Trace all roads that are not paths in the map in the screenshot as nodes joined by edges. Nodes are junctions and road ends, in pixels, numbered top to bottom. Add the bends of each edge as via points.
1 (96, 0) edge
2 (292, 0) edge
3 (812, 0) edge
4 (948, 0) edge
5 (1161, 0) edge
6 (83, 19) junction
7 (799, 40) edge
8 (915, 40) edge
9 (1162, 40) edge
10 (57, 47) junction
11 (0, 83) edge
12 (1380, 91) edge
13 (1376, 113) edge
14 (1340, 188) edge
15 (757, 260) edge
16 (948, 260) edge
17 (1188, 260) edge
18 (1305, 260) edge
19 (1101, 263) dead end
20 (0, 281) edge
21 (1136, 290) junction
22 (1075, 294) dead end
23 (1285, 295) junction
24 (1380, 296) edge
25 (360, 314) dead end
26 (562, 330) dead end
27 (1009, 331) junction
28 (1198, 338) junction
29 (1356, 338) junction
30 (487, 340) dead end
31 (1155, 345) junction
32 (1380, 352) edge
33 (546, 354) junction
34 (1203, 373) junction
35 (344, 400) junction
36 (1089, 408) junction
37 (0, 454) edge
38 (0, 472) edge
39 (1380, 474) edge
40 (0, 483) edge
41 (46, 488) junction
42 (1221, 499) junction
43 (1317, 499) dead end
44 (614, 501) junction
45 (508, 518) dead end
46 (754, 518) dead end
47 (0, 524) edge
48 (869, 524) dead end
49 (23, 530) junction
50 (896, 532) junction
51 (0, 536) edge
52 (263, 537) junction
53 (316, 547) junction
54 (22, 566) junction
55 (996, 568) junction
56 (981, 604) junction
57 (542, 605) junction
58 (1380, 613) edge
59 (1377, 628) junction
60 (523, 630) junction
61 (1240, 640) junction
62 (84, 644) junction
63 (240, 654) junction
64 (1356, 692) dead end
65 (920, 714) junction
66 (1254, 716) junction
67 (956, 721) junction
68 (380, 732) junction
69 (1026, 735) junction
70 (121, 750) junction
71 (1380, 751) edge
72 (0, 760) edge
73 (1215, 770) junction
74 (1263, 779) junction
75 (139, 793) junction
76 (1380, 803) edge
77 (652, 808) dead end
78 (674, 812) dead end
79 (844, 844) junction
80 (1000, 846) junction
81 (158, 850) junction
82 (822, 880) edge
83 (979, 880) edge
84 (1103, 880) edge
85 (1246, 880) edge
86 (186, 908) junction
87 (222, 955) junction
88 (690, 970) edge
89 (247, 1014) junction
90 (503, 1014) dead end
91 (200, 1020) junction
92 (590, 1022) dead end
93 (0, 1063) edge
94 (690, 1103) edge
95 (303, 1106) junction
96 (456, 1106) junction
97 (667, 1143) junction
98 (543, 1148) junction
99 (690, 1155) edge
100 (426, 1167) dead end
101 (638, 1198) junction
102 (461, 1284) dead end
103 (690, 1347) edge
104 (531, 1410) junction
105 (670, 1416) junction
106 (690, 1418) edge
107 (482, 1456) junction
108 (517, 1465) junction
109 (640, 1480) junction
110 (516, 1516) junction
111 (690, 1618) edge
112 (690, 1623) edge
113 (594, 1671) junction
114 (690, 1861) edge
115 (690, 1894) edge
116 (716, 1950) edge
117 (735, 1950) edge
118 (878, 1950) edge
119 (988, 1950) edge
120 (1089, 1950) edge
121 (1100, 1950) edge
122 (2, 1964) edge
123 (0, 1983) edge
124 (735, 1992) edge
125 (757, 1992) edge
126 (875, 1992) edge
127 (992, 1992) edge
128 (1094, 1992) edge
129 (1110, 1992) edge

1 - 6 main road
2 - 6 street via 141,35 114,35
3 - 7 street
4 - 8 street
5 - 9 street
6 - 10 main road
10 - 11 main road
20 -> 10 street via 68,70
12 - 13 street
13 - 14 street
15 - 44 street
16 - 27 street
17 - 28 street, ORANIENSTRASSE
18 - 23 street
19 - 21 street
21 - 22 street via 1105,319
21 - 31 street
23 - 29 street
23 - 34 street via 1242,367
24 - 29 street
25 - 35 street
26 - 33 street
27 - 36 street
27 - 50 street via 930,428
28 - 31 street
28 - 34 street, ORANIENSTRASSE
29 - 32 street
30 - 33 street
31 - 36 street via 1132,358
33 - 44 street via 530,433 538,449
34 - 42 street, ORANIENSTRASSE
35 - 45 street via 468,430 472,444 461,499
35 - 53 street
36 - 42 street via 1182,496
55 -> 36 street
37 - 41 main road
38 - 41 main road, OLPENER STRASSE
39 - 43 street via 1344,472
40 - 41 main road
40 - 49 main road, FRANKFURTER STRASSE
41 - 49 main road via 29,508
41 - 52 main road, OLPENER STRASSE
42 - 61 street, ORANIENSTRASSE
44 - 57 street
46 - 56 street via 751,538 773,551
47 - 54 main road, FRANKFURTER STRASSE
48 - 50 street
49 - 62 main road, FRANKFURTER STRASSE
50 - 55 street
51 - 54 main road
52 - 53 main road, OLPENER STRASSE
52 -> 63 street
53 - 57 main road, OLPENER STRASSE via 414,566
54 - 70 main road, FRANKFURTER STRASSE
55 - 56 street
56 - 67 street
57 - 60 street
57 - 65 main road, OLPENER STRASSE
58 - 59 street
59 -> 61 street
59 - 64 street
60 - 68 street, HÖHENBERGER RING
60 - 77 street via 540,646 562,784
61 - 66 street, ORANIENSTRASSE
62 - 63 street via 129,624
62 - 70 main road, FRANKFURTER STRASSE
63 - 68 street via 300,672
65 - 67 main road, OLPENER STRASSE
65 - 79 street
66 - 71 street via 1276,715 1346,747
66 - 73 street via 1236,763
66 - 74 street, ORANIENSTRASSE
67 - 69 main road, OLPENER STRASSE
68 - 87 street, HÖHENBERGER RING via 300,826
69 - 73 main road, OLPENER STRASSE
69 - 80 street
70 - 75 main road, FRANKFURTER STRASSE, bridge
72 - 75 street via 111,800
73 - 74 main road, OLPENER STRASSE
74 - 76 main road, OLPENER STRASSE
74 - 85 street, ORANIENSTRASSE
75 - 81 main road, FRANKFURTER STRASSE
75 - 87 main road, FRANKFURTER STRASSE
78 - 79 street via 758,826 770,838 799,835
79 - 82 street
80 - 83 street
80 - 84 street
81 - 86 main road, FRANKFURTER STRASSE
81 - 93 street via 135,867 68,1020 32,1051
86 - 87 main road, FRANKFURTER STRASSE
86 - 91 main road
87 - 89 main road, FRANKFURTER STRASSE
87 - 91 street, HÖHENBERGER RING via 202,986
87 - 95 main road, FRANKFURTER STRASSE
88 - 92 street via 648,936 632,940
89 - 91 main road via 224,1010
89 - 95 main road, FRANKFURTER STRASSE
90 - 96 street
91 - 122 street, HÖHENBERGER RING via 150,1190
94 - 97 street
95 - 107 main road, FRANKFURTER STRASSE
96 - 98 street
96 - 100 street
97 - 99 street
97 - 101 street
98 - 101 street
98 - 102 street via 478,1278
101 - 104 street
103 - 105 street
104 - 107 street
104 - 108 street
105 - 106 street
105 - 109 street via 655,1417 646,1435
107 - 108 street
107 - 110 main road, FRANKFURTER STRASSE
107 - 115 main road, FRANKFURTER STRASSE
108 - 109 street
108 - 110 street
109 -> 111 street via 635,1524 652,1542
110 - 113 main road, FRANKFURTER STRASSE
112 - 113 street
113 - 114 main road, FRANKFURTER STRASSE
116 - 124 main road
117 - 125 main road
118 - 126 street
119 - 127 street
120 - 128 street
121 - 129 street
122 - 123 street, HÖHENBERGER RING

• [What is required]:
Without leaving anything out, retype the material exactly.

• [Written response]:
Trace all roads that are not paths in the map in the screenshot as nodes joined by edges. Nodes are junctions and road ends, in pixels, numbered top to bottom. Add the bends of each edge as via points.
1 (96, 0) edge
2 (292, 0) edge
3 (812, 0) edge
4 (948, 0) edge
5 (1161, 0) edge
6 (83, 19) junction
7 (799, 40) edge
8 (915, 40) edge
9 (1162, 40) edge
10 (57, 47) junction
11 (0, 83) edge
12 (1380, 91) edge
13 (1376, 113) edge
14 (1340, 188) edge
15 (757, 260) edge
16 (948, 260) edge
17 (1188, 260) edge
18 (1305, 260) edge
19 (1101, 263) dead end
20 (0, 281) edge
21 (1136, 290) junction
22 (1075, 294) dead end
23 (1285, 295) junction
24 (1380, 296) edge
25 (360, 314) dead end
26 (562, 330) dead end
27 (1009, 331) junction
28 (1198, 338) junction
29 (1356, 338) junction
30 (487, 340) dead end
31 (1155, 345) junction
32 (1380, 352) edge
33 (546, 354) junction
34 (1203, 373) junction
35 (344, 400) junction
36 (1089, 408) junction
37 (0, 454) edge
38 (0, 472) edge
39 (1380, 474) edge
40 (0, 483) edge
41 (46, 488) junction
42 (1221, 499) junction
43 (1317, 499) dead end
44 (614, 501) junction
45 (508, 518) dead end
46 (754, 518) dead end
47 (0, 524) edge
48 (869, 524) dead end
49 (23, 530) junction
50 (896, 532) junction
51 (0, 536) edge
52 (263, 537) junction
53 (316, 547) junction
54 (22, 566) junction
55 (996, 568) junction
56 (981, 604) junction
57 (542, 605) junction
58 (1380, 613) edge
59 (1377, 628) junction
60 (523, 630) junction
61 (1240, 640) junction
62 (84, 644) junction
63 (240, 654) junction
64 (1356, 692) dead end
65 (920, 714) junction
66 (1254, 716) junction
67 (956, 721) junction
68 (380, 732) junction
69 (1026, 735) junction
70 (121, 750) junction
71 (1380, 751) edge
72 (0, 760) edge
73 (1215, 770) junction
74 (1263, 779) junction
75 (139, 793) junction
76 (1380, 803) edge
77 (652, 808) dead end
78 (674, 812) dead end
79 (844, 844) junction
80 (1000, 846) junction
81 (158, 850) junction
82 (822, 880) edge
83 (979, 880) edge
84 (1103, 880) edge
85 (1246, 880) edge
86 (186, 908) junction
87 (222, 955) junction
88 (690, 970) edge
89 (247, 1014) junction
90 (503, 1014) dead end
91 (200, 1020) junction
92 (590, 1022) dead end
93 (0, 1063) edge
94 (690, 1103) edge
95 (303, 1106) junction
96 (456, 1106) junction
97 (667, 1143) junction
98 (543, 1148) junction
99 (690, 1155) edge
100 (426, 1167) dead end
101 (638, 1198) junction
102 (461, 1284) dead end
103 (690, 1347) edge
104 (531, 1410) junction
105 (670, 1416) junction
106 (690, 1418) edge
107 (482, 1456) junction
108 (517, 1465) junction
109 (640, 1480) junction
110 (516, 1516) junction
111 (690, 1618) edge
112 (690, 1623) edge
113 (594, 1671) junction
114 (690, 1861) edge
115 (690, 1894) edge
116 (716, 1950) edge
117 (735, 1950) edge
118 (878, 1950) edge
119 (988, 1950) edge
120 (1089, 1950) edge
121 (1100, 1950) edge
122 (2, 1964) edge
123 (0, 1983) edge
124 (735, 1992) edge
125 (757, 1992) edge
126 (875, 1992) edge
127 (992, 1992) edge
128 (1094, 1992) edge
129 (1110, 1992) edge

1 - 6 main road
2 - 6 street via 141,35 114,35
3 - 7 street
4 - 8 street
5 - 9 street
6 - 10 main road
10 - 11 main road
20 -> 10 street via 68,70
12 - 13 street
13 - 14 street
15 - 44 street
16 - 27 street
17 - 28 street, ORANIENSTRASSE
18 - 23 street
19 - 21 street
21 - 22 street via 1105,319
21 - 31 street
23 - 29 street
23 - 34 street via 1242,367
24 - 29 street
25 - 35 street
26 - 33 street
27 - 36 street
27 - 50 street via 930,428
28 - 31 street
28 - 34 street, ORANIENSTRASSE
29 - 32 street
30 - 33 street
31 - 36 street via 1132,358
33 - 44 street via 530,433 538,449
34 - 42 street, ORANIENSTRASSE
35 - 45 street via 468,430 472,444 461,499
35 - 53 street
36 - 42 street via 1182,496
55 -> 36 street
37 - 41 main road
38 - 41 main road, OLPENER STRASSE
39 - 43 street via 1344,472
40 - 41 main road
40 - 49 main road, FRANKFURTER STRASSE
41 - 49 main road via 29,508
41 - 52 main road, OLPENER STRASSE
42 - 61 street, ORANIENSTRASSE
44 - 57 street
46 - 56 street via 751,538 773,551
47 - 54 main road, FRANKFURTER STRASSE
48 - 50 street
49 - 62 main road, FRANKFURTER STRASSE
50 - 55 street
51 - 54 main road
52 - 53 main road, OLPENER STRASSE
52 -> 63 street
53 - 57 main road, OLPENER STRASSE via 414,566
54 - 70 main road, FRANKFURTER STRASSE
55 - 56 street
56 - 67 street
57 - 60 street
57 - 65 main road, OLPENER STRASSE
58 - 59 street
59 -> 61 street
59 - 64 street
60 - 68 street, HÖHENBERGER RING
60 - 77 street via 540,646 562,784
61 - 66 street, ORANIENSTRASSE
62 - 63 street via 129,624
62 - 70 main road, FRANKFURTER STRASSE
63 - 68 street via 300,672
65 - 67 main road, OLPENER STRASSE
65 - 79 street
66 - 71 street via 1276,715 1346,747
66 - 73 street via 1236,763
66 - 74 street, ORANIENSTRASSE
67 - 69 main road, OLPENER STRASSE
68 - 87 street, HÖHENBERGER RING via 300,826
69 - 73 main road, OLPENER STRASSE
69 - 80 street
70 - 75 main road, FRANKFURTER STRASSE, bridge
72 - 75 street via 111,800
73 - 74 main road, OLPENER STRASSE
74 - 76 main road, OLPENER STRASSE
74 - 85 street, ORANIENSTRASSE
75 - 81 main road, FRANKFURTER STRASSE
75 - 87 main road, FRANKFURTER STRASSE
78 - 79 street via 758,826 770,838 799,835
79 - 82 street
80 - 83 street
80 - 84 street
81 - 86 main road, FRANKFURTER STRASSE
81 - 93 street via 135,867 68,1020 32,1051
86 - 87 main road, FRANKFURTER STRASSE
86 - 91 main road
87 - 89 main road, FRANKFURTER STRASSE
87 - 91 street, HÖHENBERGER RING via 202,986
87 - 95 main road, FRANKFURTER STRASSE
88 - 92 street via 648,936 632,940
89 - 91 main road via 224,1010
89 - 95 main road, FRANKFURTER STRASSE
90 - 96 street
91 - 122 street, HÖHENBERGER RING via 150,1190
94 - 97 street
95 - 107 main road, FRANKFURTER STRASSE
96 - 98 street
96 - 100 street
97 - 99 street
97 - 101 street
98 - 101 street
98 - 102 street via 478,1278
101 - 104 street
103 - 105 street
104 - 107 street
104 - 108 street
105 - 106 street
105 - 109 street via 655,1417 646,1435
107 - 108 street
107 - 110 main road, FRANKFURTER STRASSE
107 - 115 main road, FRANKFURTER STRASSE
108 - 109 street
108 - 110 street
109 -> 111 street via 635,1524 652,1542
110 - 113 main road, FRANKFURTER STRASSE
112 - 113 street
113 - 114 main road, FRANKFURTER STRASSE
116 - 124 main road
117 - 125 main road
118 - 126 street
119 - 127 street
120 - 128 street
121 - 129 street
122 - 123 street, HÖHENBERGER RING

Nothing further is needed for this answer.